■ WHAT TO PRODUCE
Without changing a word, repeat the data, and include no pictures.
RECORDS FOR THE TASK below:
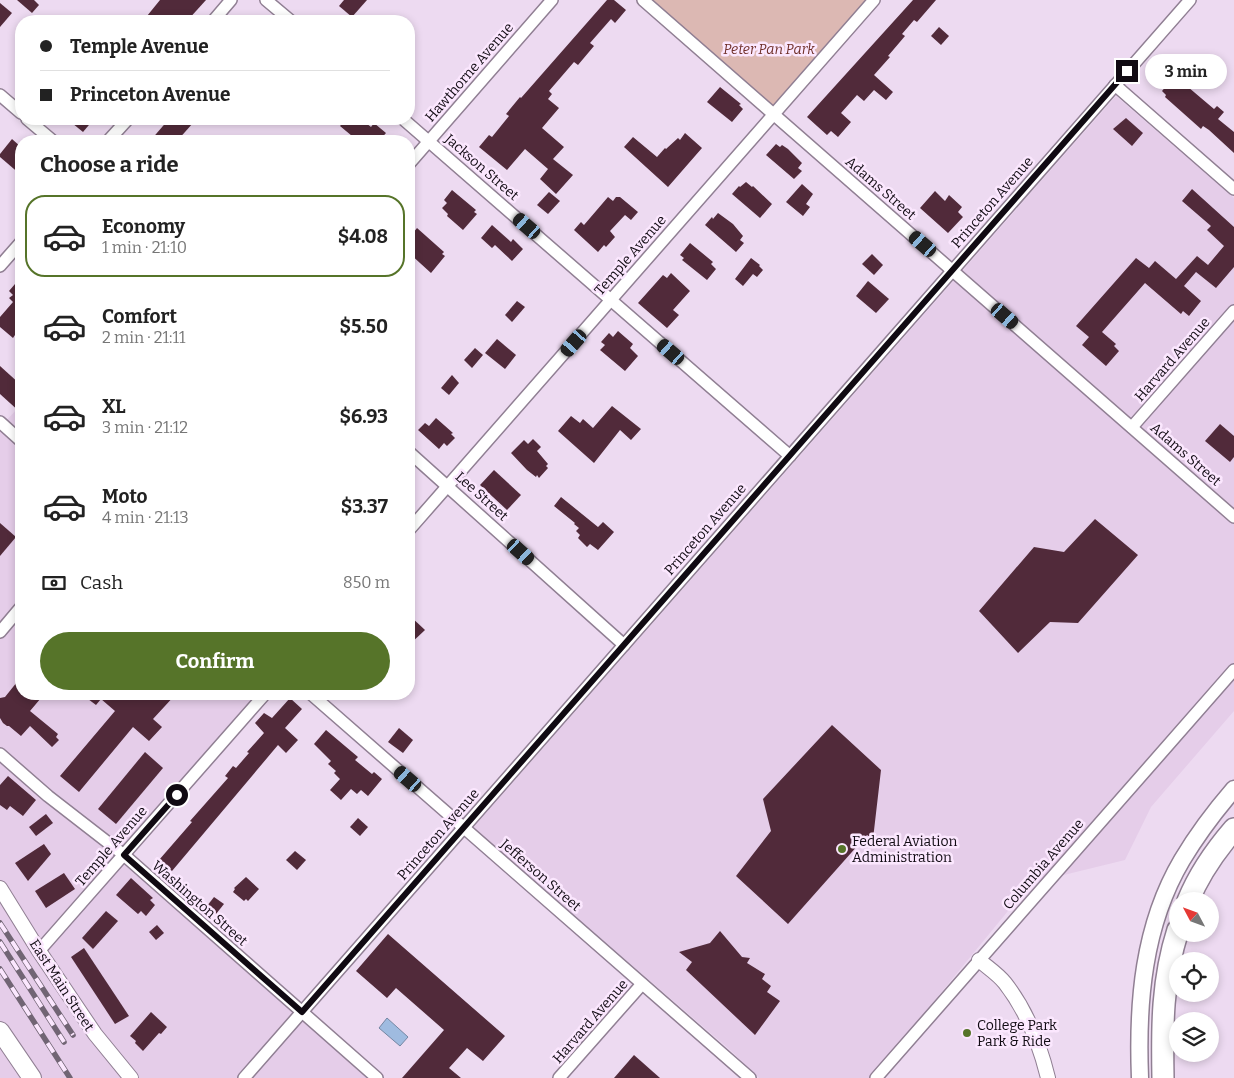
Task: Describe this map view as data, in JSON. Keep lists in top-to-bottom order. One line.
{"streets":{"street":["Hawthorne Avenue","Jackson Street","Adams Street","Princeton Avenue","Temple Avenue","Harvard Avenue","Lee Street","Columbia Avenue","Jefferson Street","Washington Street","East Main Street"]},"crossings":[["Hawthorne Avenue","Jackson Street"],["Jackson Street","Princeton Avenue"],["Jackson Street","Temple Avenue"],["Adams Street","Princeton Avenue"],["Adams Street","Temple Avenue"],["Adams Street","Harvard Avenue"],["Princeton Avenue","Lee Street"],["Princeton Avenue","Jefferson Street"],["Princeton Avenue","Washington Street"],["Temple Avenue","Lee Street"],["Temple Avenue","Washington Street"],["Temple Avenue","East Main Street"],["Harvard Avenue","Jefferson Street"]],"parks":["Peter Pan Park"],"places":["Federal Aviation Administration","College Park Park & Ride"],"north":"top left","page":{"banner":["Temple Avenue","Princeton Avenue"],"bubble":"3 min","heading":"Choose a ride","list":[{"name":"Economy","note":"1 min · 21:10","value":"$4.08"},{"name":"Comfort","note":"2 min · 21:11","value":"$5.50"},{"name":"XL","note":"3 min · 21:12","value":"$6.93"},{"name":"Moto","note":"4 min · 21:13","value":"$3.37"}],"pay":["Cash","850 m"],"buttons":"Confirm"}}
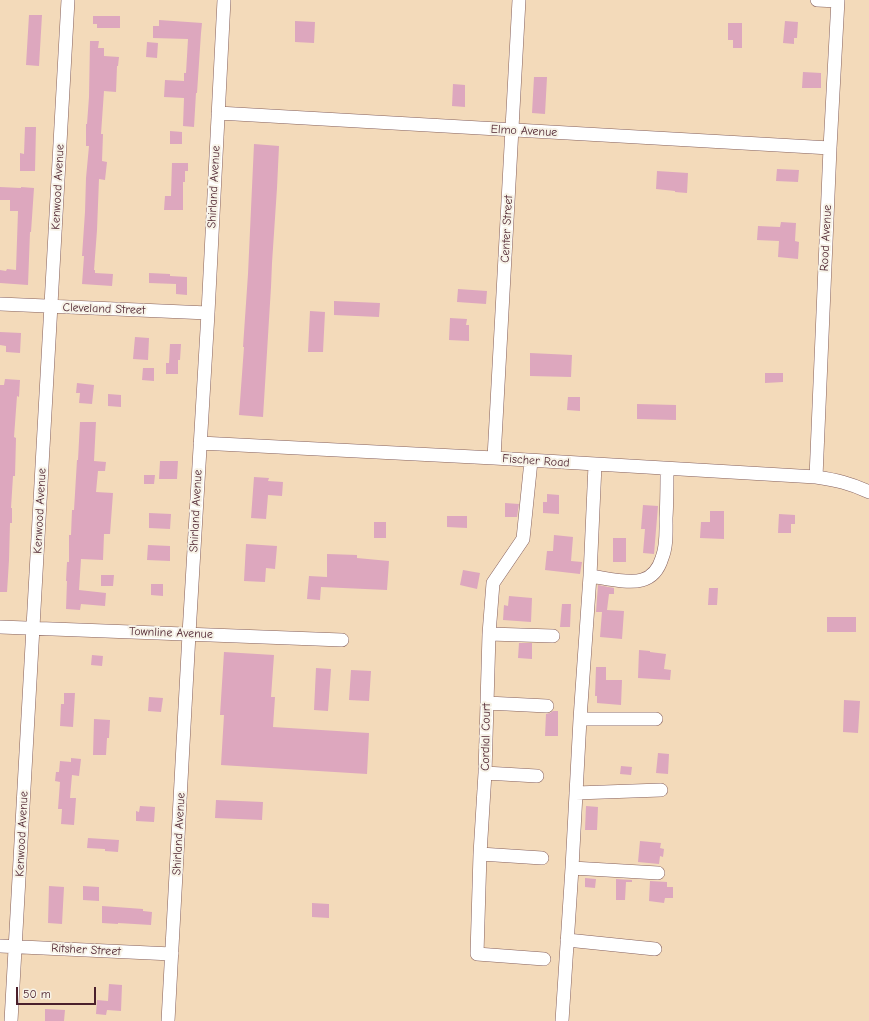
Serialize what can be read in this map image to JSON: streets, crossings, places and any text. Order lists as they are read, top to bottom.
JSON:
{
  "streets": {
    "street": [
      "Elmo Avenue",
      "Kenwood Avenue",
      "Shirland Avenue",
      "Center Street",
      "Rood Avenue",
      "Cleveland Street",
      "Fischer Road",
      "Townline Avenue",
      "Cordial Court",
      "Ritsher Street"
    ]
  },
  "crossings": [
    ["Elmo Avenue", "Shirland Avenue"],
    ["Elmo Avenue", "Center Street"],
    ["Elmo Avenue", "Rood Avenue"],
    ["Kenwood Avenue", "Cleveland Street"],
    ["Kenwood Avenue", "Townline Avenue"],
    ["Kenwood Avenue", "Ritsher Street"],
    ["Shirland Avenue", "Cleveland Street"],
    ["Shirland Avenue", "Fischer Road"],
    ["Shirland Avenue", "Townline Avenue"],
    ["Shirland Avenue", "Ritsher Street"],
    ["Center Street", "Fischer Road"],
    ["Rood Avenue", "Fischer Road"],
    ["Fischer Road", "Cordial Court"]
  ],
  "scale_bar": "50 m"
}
End of RECORDS FOR THE TASK.
■ ANSWER BOX
Task: Describe this map view as data, in JSON. Keep lists in top-to-bottom order. One line.
{"streets":{"street":["Hawthorne Avenue","Jackson Street","Adams Street","Princeton Avenue","Temple Avenue","Harvard Avenue","Lee Street","Columbia Avenue","Jefferson Street","Washington Street","East Main Street"]},"crossings":[["Hawthorne Avenue","Jackson Street"],["Jackson Street","Princeton Avenue"],["Jackson Street","Temple Avenue"],["Adams Street","Princeton Avenue"],["Adams Street","Temple Avenue"],["Adams Street","Harvard Avenue"],["Princeton Avenue","Lee Street"],["Princeton Avenue","Jefferson Street"],["Princeton Avenue","Washington Street"],["Temple Avenue","Lee Street"],["Temple Avenue","Washington Street"],["Temple Avenue","East Main Street"],["Harvard Avenue","Jefferson Street"]],"parks":["Peter Pan Park"],"places":["Federal Aviation Administration","College Park Park & Ride"],"north":"top left","page":{"banner":["Temple Avenue","Princeton Avenue"],"bubble":"3 min","heading":"Choose a ride","list":[{"name":"Economy","note":"1 min · 21:10","value":"$4.08"},{"name":"Comfort","note":"2 min · 21:11","value":"$5.50"},{"name":"XL","note":"3 min · 21:12","value":"$6.93"},{"name":"Moto","note":"4 min · 21:13","value":"$3.37"}],"pay":["Cash","850 m"],"buttons":"Confirm"}}
Serialize what can be read in this map image to JSON: streets, crossings, places and any text. Order lists as they are read, top to bottom.
JSON:
{
  "streets": {
    "street": [
      "Elmo Avenue",
      "Kenwood Avenue",
      "Shirland Avenue",
      "Center Street",
      "Rood Avenue",
      "Cleveland Street",
      "Fischer Road",
      "Townline Avenue",
      "Cordial Court",
      "Ritsher Street"
    ]
  },
  "crossings": [
    ["Elmo Avenue", "Shirland Avenue"],
    ["Elmo Avenue", "Center Street"],
    ["Elmo Avenue", "Rood Avenue"],
    ["Kenwood Avenue", "Cleveland Street"],
    ["Kenwood Avenue", "Townline Avenue"],
    ["Kenwood Avenue", "Ritsher Street"],
    ["Shirland Avenue", "Cleveland Street"],
    ["Shirland Avenue", "Fischer Road"],
    ["Shirland Avenue", "Townline Avenue"],
    ["Shirland Avenue", "Ritsher Street"],
    ["Center Street", "Fischer Road"],
    ["Rood Avenue", "Fischer Road"],
    ["Fischer Road", "Cordial Court"]
  ],
  "scale_bar": "50 m"
}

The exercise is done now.